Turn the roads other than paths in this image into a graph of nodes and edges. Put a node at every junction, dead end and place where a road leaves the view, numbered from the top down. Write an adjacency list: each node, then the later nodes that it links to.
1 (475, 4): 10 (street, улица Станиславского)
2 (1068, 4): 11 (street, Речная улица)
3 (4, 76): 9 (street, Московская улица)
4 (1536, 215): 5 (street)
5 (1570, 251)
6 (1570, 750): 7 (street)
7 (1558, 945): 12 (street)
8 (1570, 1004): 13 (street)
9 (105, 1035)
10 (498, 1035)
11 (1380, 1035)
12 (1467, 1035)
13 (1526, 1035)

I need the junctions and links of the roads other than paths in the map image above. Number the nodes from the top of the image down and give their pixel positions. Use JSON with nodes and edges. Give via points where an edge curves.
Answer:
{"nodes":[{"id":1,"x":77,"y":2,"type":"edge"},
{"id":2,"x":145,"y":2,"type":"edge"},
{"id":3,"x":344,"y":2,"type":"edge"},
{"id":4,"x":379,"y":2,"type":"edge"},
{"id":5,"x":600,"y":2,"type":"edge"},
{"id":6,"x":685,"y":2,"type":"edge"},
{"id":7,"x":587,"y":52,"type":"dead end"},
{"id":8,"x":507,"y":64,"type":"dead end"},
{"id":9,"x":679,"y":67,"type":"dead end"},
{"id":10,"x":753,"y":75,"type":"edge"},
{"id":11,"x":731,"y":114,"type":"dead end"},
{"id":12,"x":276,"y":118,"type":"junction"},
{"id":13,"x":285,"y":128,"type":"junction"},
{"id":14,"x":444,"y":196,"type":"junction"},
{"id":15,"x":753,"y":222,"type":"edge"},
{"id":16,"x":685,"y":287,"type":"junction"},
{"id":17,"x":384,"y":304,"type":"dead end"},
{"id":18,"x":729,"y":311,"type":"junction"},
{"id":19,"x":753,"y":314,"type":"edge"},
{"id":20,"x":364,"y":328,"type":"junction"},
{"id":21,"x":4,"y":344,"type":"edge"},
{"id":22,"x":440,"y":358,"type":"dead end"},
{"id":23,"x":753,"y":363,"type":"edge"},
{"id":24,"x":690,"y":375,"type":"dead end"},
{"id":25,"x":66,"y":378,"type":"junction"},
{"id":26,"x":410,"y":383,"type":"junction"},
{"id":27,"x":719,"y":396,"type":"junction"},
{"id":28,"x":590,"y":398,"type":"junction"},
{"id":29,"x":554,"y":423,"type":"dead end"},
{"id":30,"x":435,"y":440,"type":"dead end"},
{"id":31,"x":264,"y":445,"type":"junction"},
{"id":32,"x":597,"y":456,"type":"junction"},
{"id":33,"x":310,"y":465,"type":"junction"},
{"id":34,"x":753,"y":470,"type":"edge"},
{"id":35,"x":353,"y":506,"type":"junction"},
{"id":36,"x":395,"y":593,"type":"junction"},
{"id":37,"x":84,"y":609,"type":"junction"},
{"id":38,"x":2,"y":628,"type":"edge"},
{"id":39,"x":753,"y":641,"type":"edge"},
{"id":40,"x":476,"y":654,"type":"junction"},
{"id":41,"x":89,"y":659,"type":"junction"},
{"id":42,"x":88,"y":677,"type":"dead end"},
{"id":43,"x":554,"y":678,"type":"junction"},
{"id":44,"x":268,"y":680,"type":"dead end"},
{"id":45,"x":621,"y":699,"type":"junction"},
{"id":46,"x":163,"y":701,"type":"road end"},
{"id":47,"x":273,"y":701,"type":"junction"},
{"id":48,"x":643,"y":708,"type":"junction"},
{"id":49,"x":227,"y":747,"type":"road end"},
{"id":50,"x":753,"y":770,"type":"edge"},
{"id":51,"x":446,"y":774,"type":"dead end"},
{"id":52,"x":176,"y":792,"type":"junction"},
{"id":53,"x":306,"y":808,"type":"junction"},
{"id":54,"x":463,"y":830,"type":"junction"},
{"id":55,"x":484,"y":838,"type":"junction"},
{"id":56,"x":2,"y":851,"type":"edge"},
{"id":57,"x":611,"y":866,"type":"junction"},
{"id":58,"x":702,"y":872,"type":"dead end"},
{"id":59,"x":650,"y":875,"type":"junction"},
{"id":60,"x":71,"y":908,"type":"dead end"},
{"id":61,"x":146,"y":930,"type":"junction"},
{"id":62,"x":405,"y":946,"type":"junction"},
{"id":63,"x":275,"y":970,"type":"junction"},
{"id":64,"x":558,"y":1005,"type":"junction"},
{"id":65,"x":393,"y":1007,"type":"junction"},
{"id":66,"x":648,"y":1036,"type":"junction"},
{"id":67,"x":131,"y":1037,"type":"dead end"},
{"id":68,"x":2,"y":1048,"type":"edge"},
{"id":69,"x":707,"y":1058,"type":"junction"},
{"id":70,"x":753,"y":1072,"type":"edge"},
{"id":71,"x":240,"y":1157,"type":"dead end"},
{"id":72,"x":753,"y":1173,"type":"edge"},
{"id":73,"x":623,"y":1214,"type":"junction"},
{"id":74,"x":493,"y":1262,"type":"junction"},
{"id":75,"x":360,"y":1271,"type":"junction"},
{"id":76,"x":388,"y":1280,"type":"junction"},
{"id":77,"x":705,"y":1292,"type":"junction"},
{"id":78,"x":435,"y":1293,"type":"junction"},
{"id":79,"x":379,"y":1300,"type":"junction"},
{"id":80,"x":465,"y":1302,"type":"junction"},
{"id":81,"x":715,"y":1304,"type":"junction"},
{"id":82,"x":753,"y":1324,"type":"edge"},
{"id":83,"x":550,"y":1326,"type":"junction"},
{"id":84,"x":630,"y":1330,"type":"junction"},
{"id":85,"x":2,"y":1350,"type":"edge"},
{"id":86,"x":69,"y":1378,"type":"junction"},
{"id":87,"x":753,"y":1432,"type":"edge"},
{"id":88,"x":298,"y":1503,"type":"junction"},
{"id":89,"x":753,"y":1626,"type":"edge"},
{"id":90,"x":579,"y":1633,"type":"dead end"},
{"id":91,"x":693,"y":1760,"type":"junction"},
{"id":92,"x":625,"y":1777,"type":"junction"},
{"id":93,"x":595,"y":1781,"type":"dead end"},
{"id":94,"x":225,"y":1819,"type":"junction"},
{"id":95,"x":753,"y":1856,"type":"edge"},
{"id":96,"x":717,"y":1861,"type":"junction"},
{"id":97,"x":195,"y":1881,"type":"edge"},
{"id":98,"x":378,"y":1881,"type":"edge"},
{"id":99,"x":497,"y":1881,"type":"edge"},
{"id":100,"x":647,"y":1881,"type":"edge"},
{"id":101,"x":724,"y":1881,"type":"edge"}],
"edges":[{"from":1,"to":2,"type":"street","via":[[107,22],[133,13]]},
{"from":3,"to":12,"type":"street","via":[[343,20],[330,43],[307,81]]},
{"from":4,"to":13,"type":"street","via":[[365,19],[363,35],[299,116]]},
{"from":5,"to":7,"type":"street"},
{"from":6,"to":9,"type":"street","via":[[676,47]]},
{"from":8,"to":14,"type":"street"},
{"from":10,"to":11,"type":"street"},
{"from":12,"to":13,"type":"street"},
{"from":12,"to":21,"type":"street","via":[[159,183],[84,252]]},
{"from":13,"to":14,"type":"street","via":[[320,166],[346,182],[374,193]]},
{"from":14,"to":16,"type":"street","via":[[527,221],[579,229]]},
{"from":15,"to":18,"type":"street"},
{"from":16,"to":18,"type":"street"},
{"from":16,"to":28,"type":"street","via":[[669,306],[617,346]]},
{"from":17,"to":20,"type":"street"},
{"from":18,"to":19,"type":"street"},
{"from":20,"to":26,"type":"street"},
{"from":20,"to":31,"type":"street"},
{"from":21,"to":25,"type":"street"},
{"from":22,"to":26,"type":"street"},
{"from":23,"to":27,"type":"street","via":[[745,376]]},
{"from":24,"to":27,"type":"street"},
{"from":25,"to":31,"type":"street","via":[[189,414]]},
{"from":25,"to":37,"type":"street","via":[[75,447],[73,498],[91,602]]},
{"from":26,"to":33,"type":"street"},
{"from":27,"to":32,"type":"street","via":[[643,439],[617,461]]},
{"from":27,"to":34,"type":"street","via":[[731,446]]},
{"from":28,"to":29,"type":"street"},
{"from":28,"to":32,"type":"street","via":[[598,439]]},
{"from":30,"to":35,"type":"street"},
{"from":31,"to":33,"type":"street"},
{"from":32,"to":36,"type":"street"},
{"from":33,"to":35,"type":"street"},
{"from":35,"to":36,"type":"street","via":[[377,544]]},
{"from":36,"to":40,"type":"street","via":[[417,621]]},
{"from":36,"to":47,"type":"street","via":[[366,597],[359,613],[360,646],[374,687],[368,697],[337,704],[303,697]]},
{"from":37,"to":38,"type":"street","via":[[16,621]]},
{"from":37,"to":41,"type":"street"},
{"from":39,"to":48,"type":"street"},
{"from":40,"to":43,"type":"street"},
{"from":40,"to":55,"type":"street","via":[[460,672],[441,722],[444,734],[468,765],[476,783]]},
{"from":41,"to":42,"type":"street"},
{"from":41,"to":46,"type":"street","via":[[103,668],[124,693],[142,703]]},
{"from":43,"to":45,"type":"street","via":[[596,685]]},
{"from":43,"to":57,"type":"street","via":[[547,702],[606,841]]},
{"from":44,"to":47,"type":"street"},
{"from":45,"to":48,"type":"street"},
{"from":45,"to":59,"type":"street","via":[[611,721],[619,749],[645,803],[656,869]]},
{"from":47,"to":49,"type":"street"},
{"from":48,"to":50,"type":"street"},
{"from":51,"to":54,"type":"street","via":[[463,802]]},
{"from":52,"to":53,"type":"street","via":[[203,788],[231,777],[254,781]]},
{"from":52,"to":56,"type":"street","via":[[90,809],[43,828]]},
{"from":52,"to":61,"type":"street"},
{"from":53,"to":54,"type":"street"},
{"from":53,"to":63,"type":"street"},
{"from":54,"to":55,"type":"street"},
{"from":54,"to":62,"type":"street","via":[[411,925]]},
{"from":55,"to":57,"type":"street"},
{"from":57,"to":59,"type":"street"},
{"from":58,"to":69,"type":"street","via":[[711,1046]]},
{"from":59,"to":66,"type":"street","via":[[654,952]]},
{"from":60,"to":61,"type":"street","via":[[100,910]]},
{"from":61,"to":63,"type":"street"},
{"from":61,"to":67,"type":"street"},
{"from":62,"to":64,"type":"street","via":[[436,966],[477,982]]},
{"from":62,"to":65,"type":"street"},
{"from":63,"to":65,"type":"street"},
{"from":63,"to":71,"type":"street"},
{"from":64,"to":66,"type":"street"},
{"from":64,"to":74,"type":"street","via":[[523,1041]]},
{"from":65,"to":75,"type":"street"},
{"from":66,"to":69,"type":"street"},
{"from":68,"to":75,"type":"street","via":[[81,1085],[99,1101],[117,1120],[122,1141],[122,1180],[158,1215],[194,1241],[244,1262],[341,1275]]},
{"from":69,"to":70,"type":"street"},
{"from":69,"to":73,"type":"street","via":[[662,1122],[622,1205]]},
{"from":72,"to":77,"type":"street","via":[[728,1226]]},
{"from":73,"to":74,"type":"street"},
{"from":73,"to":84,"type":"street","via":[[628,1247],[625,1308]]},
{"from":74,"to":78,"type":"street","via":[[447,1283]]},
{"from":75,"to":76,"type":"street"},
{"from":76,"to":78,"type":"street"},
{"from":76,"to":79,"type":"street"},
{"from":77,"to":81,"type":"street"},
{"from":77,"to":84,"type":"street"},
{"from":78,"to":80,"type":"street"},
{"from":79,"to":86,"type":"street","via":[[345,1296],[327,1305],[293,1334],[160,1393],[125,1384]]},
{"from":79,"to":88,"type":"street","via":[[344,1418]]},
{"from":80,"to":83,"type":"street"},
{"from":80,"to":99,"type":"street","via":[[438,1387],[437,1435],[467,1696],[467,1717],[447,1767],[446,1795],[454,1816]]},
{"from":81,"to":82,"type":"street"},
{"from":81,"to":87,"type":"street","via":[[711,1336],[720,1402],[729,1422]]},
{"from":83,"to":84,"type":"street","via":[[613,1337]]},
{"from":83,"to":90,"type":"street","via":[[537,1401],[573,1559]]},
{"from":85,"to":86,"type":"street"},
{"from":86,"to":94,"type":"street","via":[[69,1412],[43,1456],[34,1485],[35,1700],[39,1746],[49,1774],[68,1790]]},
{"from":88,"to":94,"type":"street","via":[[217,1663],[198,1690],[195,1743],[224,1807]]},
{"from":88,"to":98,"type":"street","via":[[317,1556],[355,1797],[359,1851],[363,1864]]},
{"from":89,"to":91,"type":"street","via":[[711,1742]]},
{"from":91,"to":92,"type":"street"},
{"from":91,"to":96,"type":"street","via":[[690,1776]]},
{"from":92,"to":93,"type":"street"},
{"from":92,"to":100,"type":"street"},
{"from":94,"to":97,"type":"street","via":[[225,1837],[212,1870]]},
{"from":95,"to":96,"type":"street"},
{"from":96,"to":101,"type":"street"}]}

[Instructions for the task]
Restate, please, word for word the span of records running from the first line to the line bearing "I need the junctions", both included, and nothing outside it.

[Solved problem]
Turn the roads other than paths in this image into a graph of nodes and edges. Put a node at every junction, dead end and place where a road leaves the view, numbered from the top down. Write an adjacency list: each node, then the later nodes that it links to.
1 (475, 4): 10 (street, улица Станиславского)
2 (1068, 4): 11 (street, Речная улица)
3 (4, 76): 9 (street, Московская улица)
4 (1536, 215): 5 (street)
5 (1570, 251)
6 (1570, 750): 7 (street)
7 (1558, 945): 12 (street)
8 (1570, 1004): 13 (street)
9 (105, 1035)
10 (498, 1035)
11 (1380, 1035)
12 (1467, 1035)
13 (1526, 1035)

I need the junctions and links of the roads other than paths in the map image above. Number the nodes from the top of the image down and give their pixel positions. Use JSON with nodes and edges. Give via points where an edge curves.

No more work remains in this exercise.